- [WORK TASK] From the data below, set down exactly the lines between the one holding "pinky tip: (484, 253)" and the one holding "middle mcp: (496, 238)", inclusive, and no others.

(Pixel coordinate listings)
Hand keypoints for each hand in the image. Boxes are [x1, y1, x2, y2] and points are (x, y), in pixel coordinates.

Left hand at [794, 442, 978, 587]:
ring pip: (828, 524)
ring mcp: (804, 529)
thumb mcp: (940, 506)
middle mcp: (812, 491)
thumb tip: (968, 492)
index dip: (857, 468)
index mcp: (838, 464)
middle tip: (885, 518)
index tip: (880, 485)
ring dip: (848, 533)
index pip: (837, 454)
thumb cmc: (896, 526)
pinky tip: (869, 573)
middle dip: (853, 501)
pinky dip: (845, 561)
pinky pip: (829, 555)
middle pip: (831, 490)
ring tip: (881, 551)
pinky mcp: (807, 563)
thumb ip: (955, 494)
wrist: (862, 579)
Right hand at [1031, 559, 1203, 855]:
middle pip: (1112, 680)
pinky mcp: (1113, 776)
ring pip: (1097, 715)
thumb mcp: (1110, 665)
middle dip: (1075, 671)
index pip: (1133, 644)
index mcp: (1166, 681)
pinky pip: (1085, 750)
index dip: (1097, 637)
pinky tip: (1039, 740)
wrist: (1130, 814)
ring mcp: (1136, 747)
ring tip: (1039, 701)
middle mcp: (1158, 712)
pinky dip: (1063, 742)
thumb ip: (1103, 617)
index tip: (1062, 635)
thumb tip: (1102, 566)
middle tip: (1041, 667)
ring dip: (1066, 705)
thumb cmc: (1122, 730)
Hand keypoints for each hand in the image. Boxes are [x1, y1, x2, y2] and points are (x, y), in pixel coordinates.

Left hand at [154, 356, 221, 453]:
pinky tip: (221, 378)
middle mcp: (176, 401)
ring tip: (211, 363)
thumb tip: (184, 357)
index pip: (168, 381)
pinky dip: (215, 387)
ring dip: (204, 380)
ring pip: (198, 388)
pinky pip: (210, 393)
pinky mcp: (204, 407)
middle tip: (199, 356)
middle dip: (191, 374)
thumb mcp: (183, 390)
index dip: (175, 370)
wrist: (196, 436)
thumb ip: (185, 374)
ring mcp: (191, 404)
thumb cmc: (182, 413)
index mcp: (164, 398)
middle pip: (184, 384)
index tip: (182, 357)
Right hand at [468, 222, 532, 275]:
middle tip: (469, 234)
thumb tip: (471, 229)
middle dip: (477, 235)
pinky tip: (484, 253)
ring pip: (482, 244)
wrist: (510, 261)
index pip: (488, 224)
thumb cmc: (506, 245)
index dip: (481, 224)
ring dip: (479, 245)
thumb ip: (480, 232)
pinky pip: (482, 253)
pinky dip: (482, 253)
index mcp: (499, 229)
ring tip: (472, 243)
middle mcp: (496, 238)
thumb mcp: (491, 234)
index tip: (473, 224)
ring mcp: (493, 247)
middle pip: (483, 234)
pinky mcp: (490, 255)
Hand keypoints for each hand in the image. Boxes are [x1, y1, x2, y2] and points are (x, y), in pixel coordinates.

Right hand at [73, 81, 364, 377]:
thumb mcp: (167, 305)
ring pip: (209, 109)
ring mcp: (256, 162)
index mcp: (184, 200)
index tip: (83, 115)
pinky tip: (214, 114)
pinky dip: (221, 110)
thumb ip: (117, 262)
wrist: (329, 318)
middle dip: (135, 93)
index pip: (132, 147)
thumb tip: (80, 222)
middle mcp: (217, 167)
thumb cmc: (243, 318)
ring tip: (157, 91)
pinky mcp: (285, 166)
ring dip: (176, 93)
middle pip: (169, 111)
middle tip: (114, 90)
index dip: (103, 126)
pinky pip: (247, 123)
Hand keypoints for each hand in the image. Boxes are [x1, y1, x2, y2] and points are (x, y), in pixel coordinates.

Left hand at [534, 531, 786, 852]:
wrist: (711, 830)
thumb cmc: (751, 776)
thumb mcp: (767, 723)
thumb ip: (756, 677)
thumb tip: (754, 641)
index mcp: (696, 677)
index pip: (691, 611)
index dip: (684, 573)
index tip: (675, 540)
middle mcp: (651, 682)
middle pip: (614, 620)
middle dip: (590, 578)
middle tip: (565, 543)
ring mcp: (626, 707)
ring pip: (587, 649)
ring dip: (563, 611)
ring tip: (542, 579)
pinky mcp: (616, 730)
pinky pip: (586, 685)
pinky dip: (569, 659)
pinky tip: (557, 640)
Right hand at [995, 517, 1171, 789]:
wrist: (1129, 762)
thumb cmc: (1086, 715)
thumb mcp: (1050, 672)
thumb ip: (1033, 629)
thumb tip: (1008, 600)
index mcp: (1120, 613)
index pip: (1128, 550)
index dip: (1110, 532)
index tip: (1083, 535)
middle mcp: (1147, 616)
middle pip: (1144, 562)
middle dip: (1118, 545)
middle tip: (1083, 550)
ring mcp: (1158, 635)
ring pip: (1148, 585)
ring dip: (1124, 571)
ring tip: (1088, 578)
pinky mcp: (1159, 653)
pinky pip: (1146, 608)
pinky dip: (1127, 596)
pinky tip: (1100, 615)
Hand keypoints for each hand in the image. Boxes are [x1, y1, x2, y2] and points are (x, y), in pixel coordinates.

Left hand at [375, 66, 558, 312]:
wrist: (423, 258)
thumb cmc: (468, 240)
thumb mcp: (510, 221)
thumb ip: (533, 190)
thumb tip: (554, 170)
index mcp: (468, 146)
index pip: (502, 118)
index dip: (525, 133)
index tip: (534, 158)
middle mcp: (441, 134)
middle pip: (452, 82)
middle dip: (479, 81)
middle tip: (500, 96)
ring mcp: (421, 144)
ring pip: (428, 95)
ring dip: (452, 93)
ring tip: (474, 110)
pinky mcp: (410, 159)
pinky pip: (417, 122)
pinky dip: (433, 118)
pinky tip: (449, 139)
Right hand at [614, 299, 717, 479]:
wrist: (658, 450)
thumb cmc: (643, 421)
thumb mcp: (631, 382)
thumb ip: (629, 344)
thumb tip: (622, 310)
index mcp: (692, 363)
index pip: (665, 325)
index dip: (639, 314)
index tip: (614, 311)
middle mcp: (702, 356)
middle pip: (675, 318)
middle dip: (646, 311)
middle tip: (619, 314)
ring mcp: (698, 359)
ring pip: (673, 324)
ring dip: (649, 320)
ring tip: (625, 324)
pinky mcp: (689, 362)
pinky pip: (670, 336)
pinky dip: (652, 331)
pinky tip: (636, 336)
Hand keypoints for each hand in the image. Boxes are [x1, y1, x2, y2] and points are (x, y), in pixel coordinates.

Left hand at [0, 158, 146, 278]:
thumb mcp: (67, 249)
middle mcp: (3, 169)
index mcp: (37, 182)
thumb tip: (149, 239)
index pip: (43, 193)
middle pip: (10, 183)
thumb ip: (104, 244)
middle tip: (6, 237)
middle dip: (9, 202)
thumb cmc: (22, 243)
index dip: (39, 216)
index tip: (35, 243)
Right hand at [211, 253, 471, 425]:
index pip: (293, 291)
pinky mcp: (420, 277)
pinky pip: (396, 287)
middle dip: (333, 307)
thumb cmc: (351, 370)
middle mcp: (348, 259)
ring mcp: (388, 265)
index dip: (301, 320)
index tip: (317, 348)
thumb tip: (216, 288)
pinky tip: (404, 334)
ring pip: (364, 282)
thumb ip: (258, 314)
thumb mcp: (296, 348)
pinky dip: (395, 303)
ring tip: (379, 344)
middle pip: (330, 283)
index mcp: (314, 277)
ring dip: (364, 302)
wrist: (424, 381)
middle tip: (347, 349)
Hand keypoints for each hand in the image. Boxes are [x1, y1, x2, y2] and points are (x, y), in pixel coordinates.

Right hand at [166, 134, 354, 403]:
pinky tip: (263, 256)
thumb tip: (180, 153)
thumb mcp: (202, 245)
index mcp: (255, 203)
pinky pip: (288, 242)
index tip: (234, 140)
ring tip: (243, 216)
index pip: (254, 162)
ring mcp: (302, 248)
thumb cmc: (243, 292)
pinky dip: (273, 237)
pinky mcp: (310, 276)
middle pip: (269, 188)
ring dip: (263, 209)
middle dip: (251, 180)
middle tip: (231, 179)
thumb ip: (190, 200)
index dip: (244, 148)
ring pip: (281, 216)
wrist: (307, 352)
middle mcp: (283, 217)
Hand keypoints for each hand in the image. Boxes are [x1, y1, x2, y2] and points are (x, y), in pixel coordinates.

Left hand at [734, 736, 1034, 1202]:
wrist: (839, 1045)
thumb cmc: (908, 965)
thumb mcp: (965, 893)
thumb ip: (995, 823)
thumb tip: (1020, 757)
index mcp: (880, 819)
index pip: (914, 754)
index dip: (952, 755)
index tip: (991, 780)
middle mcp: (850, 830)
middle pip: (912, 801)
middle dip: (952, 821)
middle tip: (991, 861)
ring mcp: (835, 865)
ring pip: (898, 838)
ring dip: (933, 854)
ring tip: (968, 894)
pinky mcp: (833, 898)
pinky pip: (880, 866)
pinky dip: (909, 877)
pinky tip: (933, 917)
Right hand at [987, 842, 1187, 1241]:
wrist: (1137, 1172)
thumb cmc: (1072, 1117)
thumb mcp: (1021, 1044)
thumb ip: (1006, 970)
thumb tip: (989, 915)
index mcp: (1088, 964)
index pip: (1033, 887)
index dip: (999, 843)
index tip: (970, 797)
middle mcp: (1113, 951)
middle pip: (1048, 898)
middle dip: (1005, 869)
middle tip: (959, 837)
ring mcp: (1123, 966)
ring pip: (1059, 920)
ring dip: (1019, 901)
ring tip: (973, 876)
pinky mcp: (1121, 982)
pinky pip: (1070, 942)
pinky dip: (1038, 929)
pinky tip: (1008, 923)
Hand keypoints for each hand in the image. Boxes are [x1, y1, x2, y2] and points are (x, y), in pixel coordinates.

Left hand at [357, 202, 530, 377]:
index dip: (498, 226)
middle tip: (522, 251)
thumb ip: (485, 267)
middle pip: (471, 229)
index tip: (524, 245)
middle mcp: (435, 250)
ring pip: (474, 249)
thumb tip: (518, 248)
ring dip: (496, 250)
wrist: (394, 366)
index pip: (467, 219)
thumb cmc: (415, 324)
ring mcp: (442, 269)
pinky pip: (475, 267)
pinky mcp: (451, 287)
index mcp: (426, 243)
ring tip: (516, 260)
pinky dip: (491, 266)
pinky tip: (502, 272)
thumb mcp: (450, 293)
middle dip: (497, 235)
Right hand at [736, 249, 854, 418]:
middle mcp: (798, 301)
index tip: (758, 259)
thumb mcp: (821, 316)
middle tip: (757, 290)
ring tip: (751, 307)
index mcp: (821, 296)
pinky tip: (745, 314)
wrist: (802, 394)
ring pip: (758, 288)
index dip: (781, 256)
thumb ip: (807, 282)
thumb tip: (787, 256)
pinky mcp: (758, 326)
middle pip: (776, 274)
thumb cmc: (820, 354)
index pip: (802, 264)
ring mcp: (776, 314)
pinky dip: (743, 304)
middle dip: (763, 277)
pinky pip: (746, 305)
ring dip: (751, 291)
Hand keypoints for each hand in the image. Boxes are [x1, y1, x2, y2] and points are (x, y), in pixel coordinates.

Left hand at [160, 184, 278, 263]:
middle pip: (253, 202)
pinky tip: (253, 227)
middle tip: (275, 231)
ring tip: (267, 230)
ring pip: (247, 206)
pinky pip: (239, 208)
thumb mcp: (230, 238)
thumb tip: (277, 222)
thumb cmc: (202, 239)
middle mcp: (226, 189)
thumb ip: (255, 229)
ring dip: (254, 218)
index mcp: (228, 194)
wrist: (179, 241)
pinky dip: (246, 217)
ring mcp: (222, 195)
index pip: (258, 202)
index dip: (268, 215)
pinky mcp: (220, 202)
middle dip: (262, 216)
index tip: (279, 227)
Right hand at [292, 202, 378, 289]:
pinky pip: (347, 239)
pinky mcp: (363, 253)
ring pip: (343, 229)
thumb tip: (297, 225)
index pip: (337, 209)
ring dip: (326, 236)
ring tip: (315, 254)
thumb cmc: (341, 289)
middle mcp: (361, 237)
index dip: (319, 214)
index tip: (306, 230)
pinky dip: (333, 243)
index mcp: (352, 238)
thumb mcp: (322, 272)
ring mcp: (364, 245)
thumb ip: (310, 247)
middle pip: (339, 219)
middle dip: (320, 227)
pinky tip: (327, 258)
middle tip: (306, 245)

- [RESULT OF THE TASK]
pinky tip: (484, 253)
ring pip: (482, 244)
wrist: (510, 261)
index pip: (488, 224)
thumb cmc: (506, 245)
index dip: (481, 224)
ring dip: (479, 245)
thumb ip: (480, 232)
pinky pip: (482, 253)
pinky dip: (482, 253)
index mcp: (499, 229)
ring tip: (472, 243)
middle mcp: (496, 238)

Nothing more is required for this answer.